Artificial Time Constraints – You’ve seen the adverts, a one day only sale! and it does something to consumers to think ah, I only have one day to buy. Customers are afraid of missing out of a sale and losing it to their best friend. Rug’s a Million?

Charm pricing – Well I’m charmed. 9’s at the end of the price increases consumer demand. Really? well look at this one and tell me which one is more attractive? $2.00 or $1.99? Why it’s $1.99 of course, that extra 1 cent is the most valuable saving you’ve had this year. Of course this needs to swing in both directions. If you are buying something really expensive like a gold ring for your mistress.. I mean wife do you really want her to see you buying it for $5999.99 or $6000 or even $6k, something like $5999.99 may tell her that you are cheap and after a deal breaker. This also goes into the appearance of the price as longer prices appear to be worth more than shorter ones.
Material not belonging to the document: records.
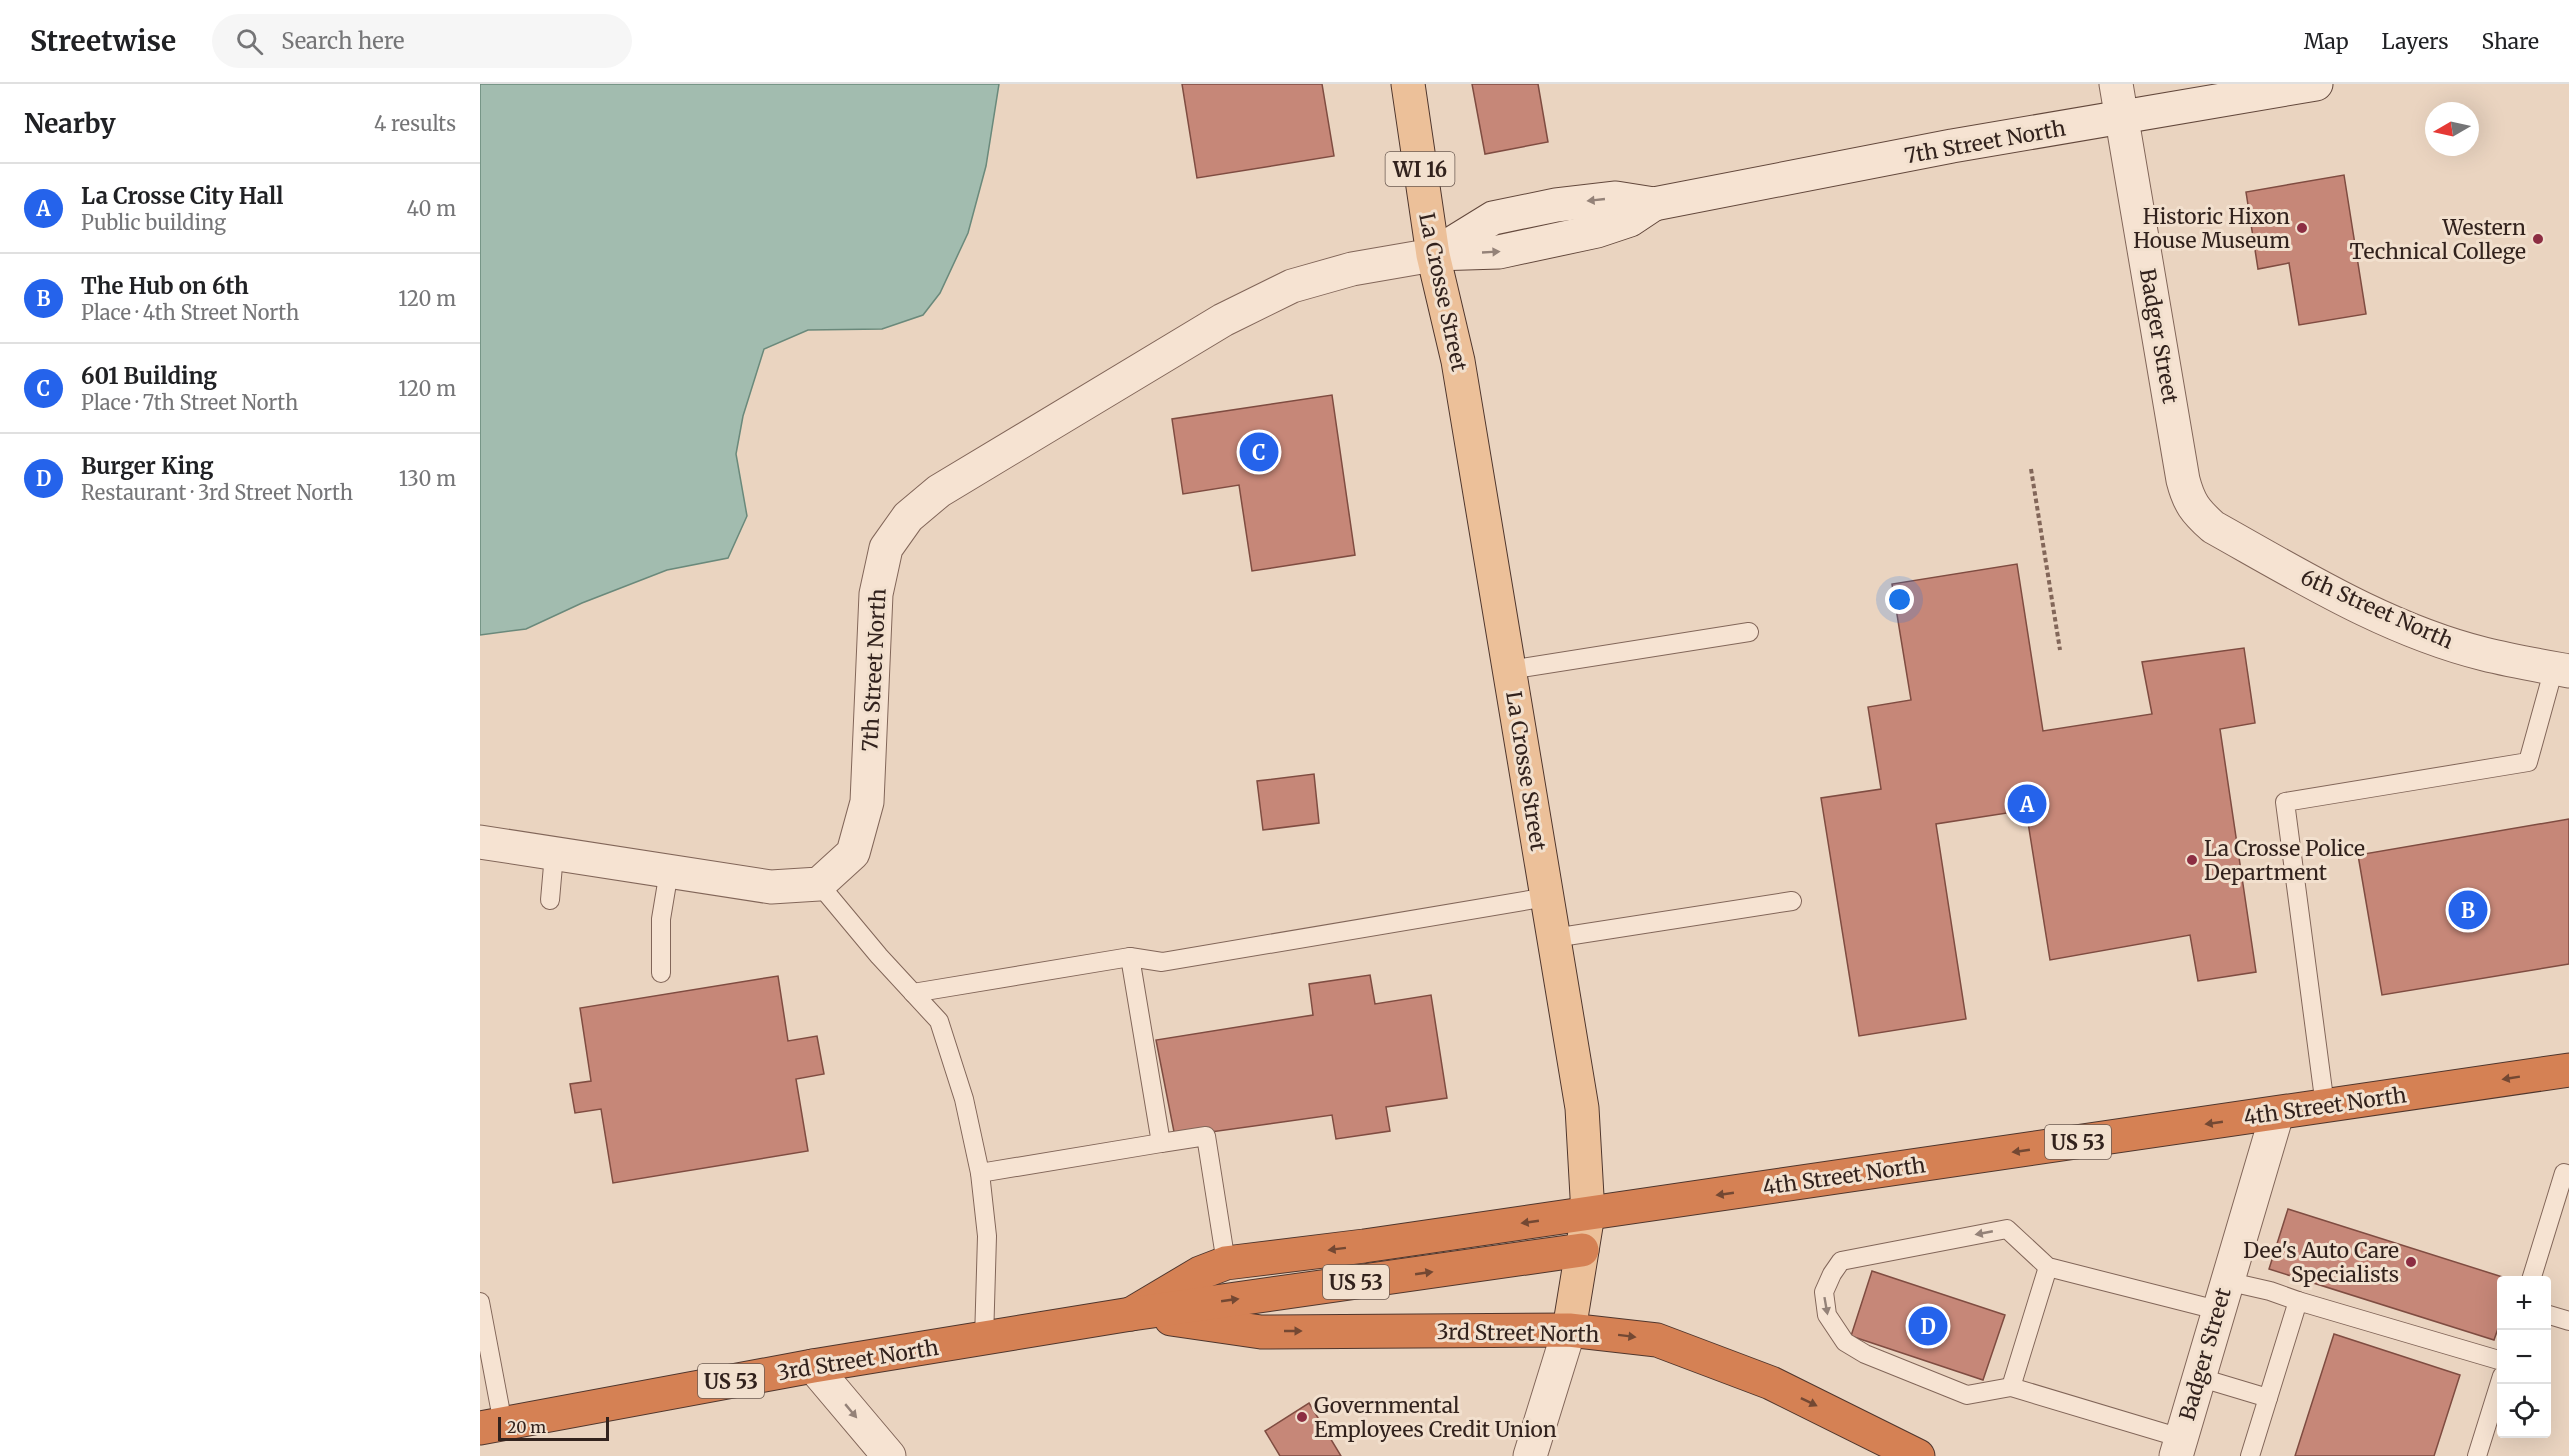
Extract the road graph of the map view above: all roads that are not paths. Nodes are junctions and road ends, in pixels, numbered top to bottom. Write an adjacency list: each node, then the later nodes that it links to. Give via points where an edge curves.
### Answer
1 (1408, 84): 5 (main road, La Crosse Street / WI 16)
2 (2116, 84): 4 (street, Badger Street)
3 (2316, 84): 4 (street, 7th Street North)
4 (2121, 118): 5 (street, 7th Street North, via 1952,146 1654,204 1616,198 1556,205 1493,218); 6 (street, Badger Street, via 2183,480 2188,500)
5 (1433, 255): 9 (main road, La Crosse Street, via 1458,361); 13 (street, 7th Street North, via 1352,269 1292,286 1223,320 939,491 908,517 886,548 876,594 867,802 853,853)
6 (2198, 514): 8 (street, 6th Street North, via 2213,527 2334,595 2433,638 2483,654)
7 (1749, 632): 9 (lane)
8 (2562, 669): 22 (lane, via 2528,762 2285,802)
9 (1509, 670): 14 (main road, La Crosse Street)
10 (480, 842): 11 (street)
11 (554, 854): 12 (street); 15 (lane)
12 (669, 872): 13 (street, via 771,887); 19 (lane, via 661,919)
13 (819, 885): 20 (lane)
14 (1547, 897): 17 (main road, La Crosse Street); 18 (lane, via 1162,962)
15 (549, 900)
16 (1792, 901): 17 (lane)
17 (1554, 938): 27 (main road, La Crosse Street, via 1582,1108)
18 (1130, 957): 20 (lane); 24 (lane)
19 (661, 973)
20 (913, 993): 25 (lane, via 939,1021 964,1099)
21 (2569, 1070): 22 (highway, 4th Street North / US 53, one-way to 22)
22 (2325, 1106): 23 (highway, 4th Street North / US 53)
23 (2277, 1114): 27 (highway, 4th Street North / US 53, one-way to 27); 32 (street, Badger Street)
24 (1161, 1143): 25 (lane); 29 (lane, via 1206,1136)
25 (980, 1173): 39 (lane, via 987,1236)
26 (2569, 1175): 31 (lane, via 2564,1173)
27 (1588, 1214): 28 (main road, La Crosse Street); 29 (highway, 4th Street North / US 53, one-way to 29)
28 (1582, 1250): 35 (highway, 3rd Street North / US 53, one-way to 28); 38 (main road, La Crosse Street)
29 (1226, 1263): 35 (highway, 4th Street North / US 53, via 1200,1273)
30 (2048, 1267): 32 (lane); 44 (lane); 44 (lane, one-way to 44, via 2007,1229 1841,1261 1824,1292 1827,1315 1845,1341 1865,1354 1967,1395)
31 (2533, 1276)
32 (2221, 1295): 33 (lane, via 2270,1291); 42 (street, Badger Street)
33 (2298, 1301): 40 (lane); 45 (lane)
34 (480, 1302): 46 (lane)
35 (1131, 1314): 38 (highway, 3rd Street North / US 53, one-way to 38, via 1261,1332); 39 (highway, 3rd Street North / US 53)
36 (2551, 1315): 37 (lane)
37 (2569, 1321)
38 (1569, 1330): 49 (street, La Crosse Street); 50 (highway, 3rd Street North / US 53, one-way to 50, via 1657,1340 1771,1383)
39 (984, 1340): 41 (highway, 3rd Street North / US 53)
40 (2497, 1360)
41 (813, 1366): 46 (highway, 3rd Street North / US 53); 48 (street, one-way to 48)
42 (2198, 1377): 45 (lane); 47 (street, Badger Street)
43 (2500, 1384): 52 (lane)
44 (2011, 1387): 47 (lane)
45 (2268, 1398): 51 (lane)
46 (491, 1426)
47 (2178, 1447)
48 (889, 1456)
49 (1530, 1456)
50 (1918, 1456)
51 (2250, 1456)
52 (2477, 1456)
Innumeracy – Which do you think is a better deal? Buy one get one free or 50% off two items? I am pretty sure it amounts to the same thing?

The main thing is to be aware of marketing tactics and not fall victim to them but that would also mean we would be putting marriage counselors out of business and fall down in social popularity. I can just hear my daughter saying “But Alice has one and I don’t”

You can read more detail here or if you want or you could go checkout the latest sales at    JB’s

Have you experienced price imprints? Do you know a good deal when you see one? Is 99c better than $1.00? or are you null and void to the effects of price Psychology?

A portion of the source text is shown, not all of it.